We want to maximize this, which is equivalent to minimizing the denominator:

\[h(\omega^2) = (b_2-\omega^2)^2 + b_1^2\omega^2\]

Let \(u = \omega^2\) and differentiate:

\[\frac{dh}{du} = -2(b_2 - u) + b_1^2 = 0 \implies u = b_2 - \frac{b_1^2}{2}\]

So the optimal frequency is:

\[\omega^* = \sqrt{b_2 - \frac{b_1^2}{2}}\]

provided \(b_2 > \frac{b_1^2}{2}\).
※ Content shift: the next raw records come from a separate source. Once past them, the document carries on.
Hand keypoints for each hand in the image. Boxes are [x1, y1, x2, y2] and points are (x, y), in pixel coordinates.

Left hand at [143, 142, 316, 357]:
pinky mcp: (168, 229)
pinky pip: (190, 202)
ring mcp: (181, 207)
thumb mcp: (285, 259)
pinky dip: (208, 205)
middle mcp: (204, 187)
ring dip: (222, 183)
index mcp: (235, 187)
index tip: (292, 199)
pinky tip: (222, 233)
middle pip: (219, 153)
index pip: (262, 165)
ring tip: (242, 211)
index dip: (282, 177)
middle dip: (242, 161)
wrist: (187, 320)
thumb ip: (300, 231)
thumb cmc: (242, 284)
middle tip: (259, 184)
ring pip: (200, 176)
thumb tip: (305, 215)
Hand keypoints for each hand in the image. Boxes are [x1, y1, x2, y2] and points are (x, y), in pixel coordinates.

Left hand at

If this condition fails (heavy damping), then \(h\) is increasing for all \(u > 0\), meaning the maximum response occurs at \(\omega^* = 0\) — the system is overdamped and doesn’t resonate.
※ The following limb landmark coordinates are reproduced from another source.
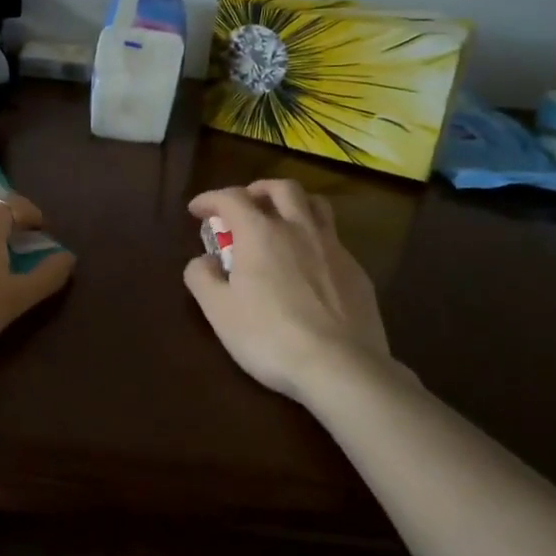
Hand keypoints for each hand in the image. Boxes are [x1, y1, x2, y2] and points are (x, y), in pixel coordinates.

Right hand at [183, 180, 391, 401]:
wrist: (341, 367)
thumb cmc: (270, 336)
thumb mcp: (219, 311)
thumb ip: (202, 278)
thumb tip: (203, 261)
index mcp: (260, 233)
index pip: (232, 198)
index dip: (210, 199)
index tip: (197, 210)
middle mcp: (299, 230)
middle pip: (282, 188)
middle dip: (258, 190)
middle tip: (245, 205)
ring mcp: (334, 249)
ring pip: (316, 206)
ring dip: (294, 204)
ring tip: (282, 220)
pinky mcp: (358, 272)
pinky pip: (334, 240)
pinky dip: (315, 239)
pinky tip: (309, 265)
b) Since frequency is the derivative of the angle, the transfer function is

\[P(s) = \frac{sK}{s^2+b_1 s+ b_2}\]

The steady-state output amplitude for input \(e^{j\omega t}\) is given by the magnitude of the frequency response:

\[\vert P(j\omega)\vert = \frac{K\omega}{\vert(j\omega)^2 + b_1(j\omega) + b_2\vert} = \frac{K\omega}{\sqrt{(b_2-\omega^2)^2 + b_1^2\omega^2}}\]

We want to maximize this, which is equivalent to minimizing:

\[h(\omega) = \frac{(b_2-\omega^2)^2 + b_1^2\omega^2}{\omega^2} = \frac{(b_2-\omega^2)^2}{\omega^2} + b_1^2\]

Let \(u = \omega^2\) and differentiate:

\[\frac{dh}{du} = \frac{d}{du}\frac{(b_2-u)^2}{u} = \frac{-2(b_2-u)u - (b_2-u)^2}{u^2} = \frac{(b_2-u)(-2u-(b_2-u))}{u^2} = \frac{(b_2-u)(u-b_2)- b_2(b_2-u) }{u^2}\]

Setting the numerator to zero gives \(u = b_2\), so:

\[\omega^* = \sqrt{b_2}\]

Problem 3

The PLL transfer function we derived in class has the following form:

\(G(s)= \frac{V(k_p s + k_i)}{s^2 + V k_p\,s + V k_i}\) It is more common to write it into this form \(G(s) = \frac{2\zeta\omega_n s + \omega_n^2} {s^2 + 2\zeta\omega_n s + \omega_n^2}\)

a) Find the relationships between \(k_p\), \(k_i\), \(\zeta\) and \(\omega_n\).

b) Plot what happens when the input is a unit step. That is, \(U(s)=\frac{1}{s}\). You can use a computer to find the time domain response.

c) Normally, we want \(k_p\) and \(k_i\) to take some intermediate values. What can go wrong if they are very small (small control effort)? Or very large (large control effort)? Hint: look at the step response.

Solution.

a) Matching coefficients between the two forms:

\[\frac{V(k_p s + k_i)}{s^2 + Vk_p s + Vk_i} = \frac{2\zeta\omega_n s + \omega_n^2}{s^2 + 2\zeta\omega_n s + \omega_n^2}\]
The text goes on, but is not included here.